▶ [Task to carry out] Please find every line of the listing below where "Imperial" occurs and copy it.

▶ [Listed entries]
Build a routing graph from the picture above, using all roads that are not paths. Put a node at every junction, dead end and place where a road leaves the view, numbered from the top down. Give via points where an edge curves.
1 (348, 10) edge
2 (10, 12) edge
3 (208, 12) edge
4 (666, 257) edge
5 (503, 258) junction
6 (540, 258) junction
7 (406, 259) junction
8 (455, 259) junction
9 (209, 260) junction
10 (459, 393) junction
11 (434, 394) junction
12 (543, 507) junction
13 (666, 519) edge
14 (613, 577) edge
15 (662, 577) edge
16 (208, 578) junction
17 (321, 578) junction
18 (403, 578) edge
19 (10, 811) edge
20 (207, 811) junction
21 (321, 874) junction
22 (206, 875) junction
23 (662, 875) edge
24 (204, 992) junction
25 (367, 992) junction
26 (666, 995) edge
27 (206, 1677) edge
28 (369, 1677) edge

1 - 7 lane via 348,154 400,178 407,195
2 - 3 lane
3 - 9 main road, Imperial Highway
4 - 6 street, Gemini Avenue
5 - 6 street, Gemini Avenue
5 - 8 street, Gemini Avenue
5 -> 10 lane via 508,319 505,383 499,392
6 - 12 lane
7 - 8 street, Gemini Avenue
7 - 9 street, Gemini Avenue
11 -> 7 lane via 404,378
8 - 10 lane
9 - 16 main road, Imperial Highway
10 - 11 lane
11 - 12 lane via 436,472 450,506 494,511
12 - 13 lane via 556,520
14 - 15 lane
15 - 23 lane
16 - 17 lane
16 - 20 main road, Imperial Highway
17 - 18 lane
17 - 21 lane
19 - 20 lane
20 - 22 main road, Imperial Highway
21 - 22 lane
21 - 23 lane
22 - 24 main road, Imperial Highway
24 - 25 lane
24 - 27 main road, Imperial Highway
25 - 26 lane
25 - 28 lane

▶ [Answer section]
3 - 9 main road, Imperial Highway
9 - 16 main road, Imperial Highway
16 - 20 main road, Imperial Highway
20 - 22 main road, Imperial Highway
22 - 24 main road, Imperial Highway
24 - 27 main road, Imperial Highway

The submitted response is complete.